The other chachas in my queue talk about how awful it is to have to go from morgue to morgue, to check if your child is lying underneath a white bedsheet. That’s what all the parents of the missing have been doing. “There’s no greater misfortune than to outlive your child,” a chacha says.
I feel like crying. Two monkeys on the toilet-complex roof lean forward and bare their teeth at us. The smog is less today, so I can see them clearly.
* * *
I scold Faiz on our way to school. “You aren’t doing any detective work,” I say.
“When did that become my job?” Faiz asks.
“You aren’t helping either,” I say to Pari. “Nobody is. Even Samosa, all he does is eat.”
“Just like you,” Pari says.
Faiz laughs with his knuckles in his mouth.
“I asked you to keep an eye on the TV-repair chacha. Where are your case reports?” I bark at Faiz.
“Chacha is always at his shop, from nine in the morning till nine at night. He’s not a criminal-type.”
“You watched him yesterday?” I ask.
“Yes.”
“But you said you were going to work,” Pari says. “That’s why you didn’t come with us to talk to the auto-wallahs.”
“Yes.”
“So you didn’t watch him?” I ask.
“Not yesterday.”
“Will you watch him today?”
“Sure.”
“It’s Friday. Don’t you have to go to the mosque?” Pari asks.
“True, I have to pray.”
“Our case will never be solved at this rate,” I say. I stamp my feet.
“Cool it,” Pari says.
“Tariq-Bhai gave me a good idea yesterday that might help you,” Faiz says.
I don’t believe it. Faiz is trying to make me not-mad.
“Tariq-Bhai said every phone is given a special number called an IMEI number. And what happens is that even when you put in a new SIM card, the IMEI number stays the same. The police can track that number with the help of Airtel or Idea or BSNL or Vodafone.”
“He’s sure?” I ask, though I have seen the police track phones with IMEI numbers on TV. I just didn’t remember it until now.
“Tariq-Bhai knows everything about mobiles,” Faiz says. “He’s smart. The only reason he’s working in an Idea shop instead of doing an engineer job is because he had to drop out of school when our abbu died.”
“The police need to find out what the special number for Aanchal’s phone is,” Pari says. “We know the kidnapper is using the phone. He answered when Aanchal’s papa called.”
“If it’s a kidnapper,” I say, “why hasn’t he asked for a ransom?”
“We basti-people can’t pay ransoms, everybody knows,” Pari says. “Snatchers will make more money by selling the children they have snatched.”
“Djinns don’t need ransoms,” Faiz says. “Or mobiles.”
* * *
I became a detective not even a month ago, but I feel old and wise like a baba from the Himalayas as I push open the door of Shine beauty parlor after school that day.
The beautician tells Pari that yes, she’s Naina.
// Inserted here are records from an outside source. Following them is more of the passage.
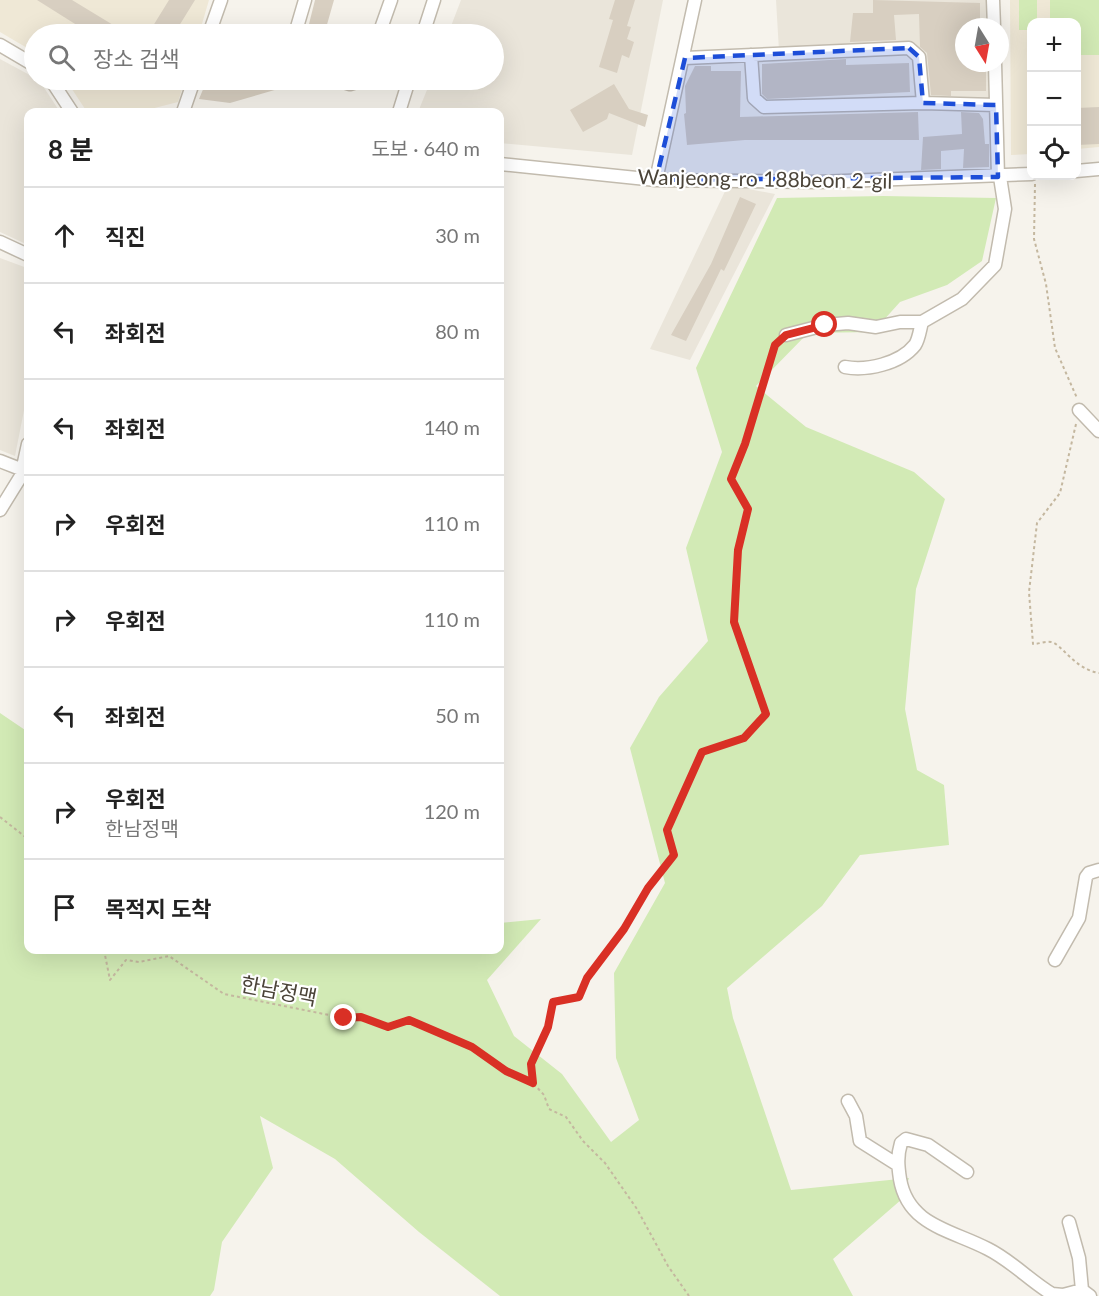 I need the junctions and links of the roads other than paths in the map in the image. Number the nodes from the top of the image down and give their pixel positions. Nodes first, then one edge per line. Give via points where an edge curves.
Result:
1 (221, 0) edge
2 (305, 0) edge
3 (391, 0) edge
4 (695, 0) edge
5 (993, 0) edge
6 (429, 1) edge
7 (994, 18) edge
8 (213, 24) edge
9 (298, 24) edge
10 (383, 24) edge
11 (425, 24) edge
12 (0, 45) edge
13 (751, 55) junction
14 (24, 58) edge
15 (685, 58) junction
16 (995, 72) edge
17 (58, 90) edge
18 (191, 90) edge
19 (406, 90) edge
20 (923, 103) junction
21 (996, 105) junction
22 (69, 108) edge
23 (184, 108) edge
24 (400, 108) edge
25 (504, 164) edge
26 (1099, 170) edge
27 (1081, 171) edge
28 (999, 177) junction
29 (1027, 177) edge
30 (656, 180) junction
31 (0, 242) edge
32 (24, 253) edge
33 (922, 322) junction
34 (786, 335) road end
35 (844, 367) dead end
36 (1078, 410) road end
37 (1099, 431) edge
38 (0, 461) edge
39 (24, 465) edge
40 (23, 470) junction
41 (0, 510) edge
42 (1099, 870) edge
43 (1055, 960) dead end
44 (848, 1101) dead end
45 (898, 1166) junction
46 (967, 1172) dead end
47 (1069, 1222) dead end
48 (1086, 1293) edge

1 - 8 street
2 - 9 street
3 - 10 street
4 - 15 street
5 - 7 street
6 - 11 street
12 - 14 street
13 - 15 street
13 - 20 street via 754,98 764,107
13 - 20 street via 909,48 920,57
15 - 30 street
16 - 21 street
17 - 22 street
18 - 23 street
19 - 24 street
20 - 21 street
21 - 28 street
25 - 30 street, Wanjeong-ro 188beon 2-gil
26 - 27 street
28 - 29 street, Wanjeong-ro 188beon 2-gil
28 - 30 street, Wanjeong-ro 188beon 2-gil via 818,182
28 - 33 street via 1005,209 995,265 962,300
31 - 32 street
33 - 34 street via 876,327 825,325
33 - 35 street via 915,344 898,358 873,367
36 - 37 street
38 - 40 street
39 - 40 street
40 - 41 street via 15,490
42 - 43 street via 1086,877 1079,918
44 - 45 street via 856,1116 860,1141
45 - 46 street via 898,1153 906,1139 928,1145
45 - 48 street via 902,1190 917,1215 988,1249 1052,1294
47 - 48 street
She looks only a little older than Runu-Didi, but she’s fancy; her eyebrows are thin, high arches that make her look constantly surprised and her hair is soft and straight like it has been pressed with a charcoal-iron.
“You came here for a haircut?” Naina asks Pari while also brushing a white paste onto the cheeks of her only customer, a woman reclining on a black chair.
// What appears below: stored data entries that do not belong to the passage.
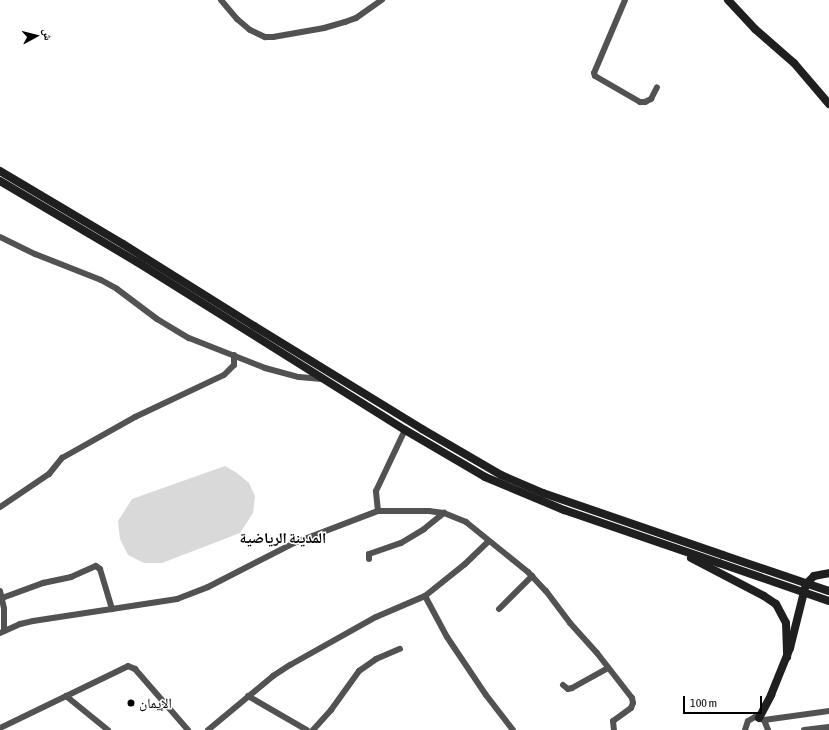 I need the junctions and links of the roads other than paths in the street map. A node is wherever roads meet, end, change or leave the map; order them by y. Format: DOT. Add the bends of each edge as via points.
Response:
graph roads {
  1 [pos="221,0"];
  2 [pos="382,0"];
  3 [pos="625,0"];
  4 [pos="728,0"];
  5 [pos="657,86"];
  6 [pos="829,104"];
  7 [pos="0,171"];
  8 [pos="0,181"];
  9 [pos="0,237"];
  10 [pos="234,355"];
  11 [pos="322,379"];
  12 [pos="404,430"];
  13 [pos="0,507"];
  14 [pos="378,511"];
  15 [pos="444,513"];
  16 [pos="488,542"];
  17 [pos="663,544"];
  18 [pos="369,559"];
  19 [pos="721,559"];
  20 [pos="829,573"];
  21 [pos="532,576"];
  22 [pos="0,591"];
  23 [pos="829,591"];
  24 [pos="425,596"];
  25 [pos="2,598"];
  26 [pos="829,601"];
  27 [pos="112,609"];
  28 [pos="500,609"];
  29 [pos="2,632"];
  30 [pos="400,649"];
  31 [pos="787,657"];
  32 [pos="608,668"];
  33 [pos="563,685"];
  34 [pos="66,696"];
  35 [pos="248,696"];
  36 [pos="829,711"];
  37 [pos="762,719"];
  38 [pos="829,726"];
  39 [pos="0,728"];
  40 [pos="298,728"];
  41 [pos="108,730"];
  42 [pos="188,730"];
  43 [pos="208,730"];
  44 [pos="307,730"];
  45 [pos="313,730"];
  46 [pos="513,730"];
  47 [pos="614,730"];
  48 [pos="745,730"];
  49 [pos="768,730"];
  50 [pos="804,730"];
  1 -- 2 [label="street" via="250,30 265,37 324,28 345,22 366,12"];
  3 -- 5 [label="street" via="594,76 640,102 651,99"];
  4 -- 6 [label="main road" via="755,29 794,63"];
  7 -- 19 [label="main road" via="501,475"];
  8 -- 11 [label="main road" via="137,262"];
  9 -- 10 [label="street" via="40,257 101,280 178,333"];
  10 -- 11 [label="street" via="284,374"];
  10 -- 13 [label="street" via="234,365 224,375 135,417 62,458 49,474"];
  11 -- 12 [label="main road"];
  12 -- 14 [label="street" via="376,491"];
  12 -- 17 [label="main road" via="500,485"];
  14 -- 15 [label="street" via="419,510"];
  14 -- 27 [label="street" via="273,552 197,592 164,601"];
  15 -- 16 [label="street" via="466,522"];
  15 -- 18 [label="street" via="402,543 369,554"];
  16 -- 21 [label="street"];
  16 -- 24 [label="street"];
  17 -- 19 [label="main road"];
  17 -- 31 [label="main road" via="776,604 786,623"];
  19 -- 23 [label="main road, bridge"];
  19 -- 26 [label="main road, bridge"];
  20 -- 31 [label="main road" via="814,576 806,584"];
  21 -- 28 [label="street"];
  21 -- 32 [label="street"];
  22 -- 25 [label="street"];
  24 -- 35 [label="street" via="376,617 325,644 273,676"];
  24 -- 46 [label="street" via="446,637"];
  25 -- 27 [label="street" via="96,566 100,569"];
  25 -- 29 [label="street" via="5,615"];
  27 -- 29 [label="street" via="33,621"];
  30 -- 45 [label="street" via="376,659 359,671"];
  31 -- 37 [label="main road"];
  32 -- 33 [label="street" via="572,688 568,689"];
  32 -- 47 [label="street" via="634,703 614,720"];
  34 -- 39 [label="street"];
  34 -- 41 [label="street"];
  34 -- 42 [label="street" via="125,666 131,666"];
  35 -- 40 [label="street"];
  35 -- 43 [label="street"];
  36 -- 37 [label="street"];
  37 -- 48 [label="street" via="755,717 748,721"];
  37 -- 49 [label="street"];
  38 -- 50 [label="street"];
  40 -- 44 [label="street"];
}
Pari touches her half-dome protectively. “Of course not,” she says, insulted someone even dared to suggest such a thing.
I say, “We—”
“Don’t talk,” Naina says, but she’s saying that to the woman on the chair. “Keep your eyes closed.”
The customer-lady is getting bleached. Ma says Runu-Didi will need a hundred bleaches before someone will agree to marry her. Didi has ruined her color by running in the sun.
“If you feel like it’s burning, tell me,” Naina says to the customer-lady.
Faiz inspects the lotions and sprays on a counter, humming with happiness. My scolding has had zero effect; he’s not doing any detectiving. Pari explains to Naina that we are looking for Bahadur and Omvir.
“I said Aanchal was with me when she wasn’t, but so what?” Naina says to Pari. “Don’t you lie to your parents? Do they know you are here now? And boy, you keep your dirty hands away from my products.”
Faiz puts a can that he’s been sniffing back on the counter, but slowly.
“Aanchal’s father is strict, na?” Pari says.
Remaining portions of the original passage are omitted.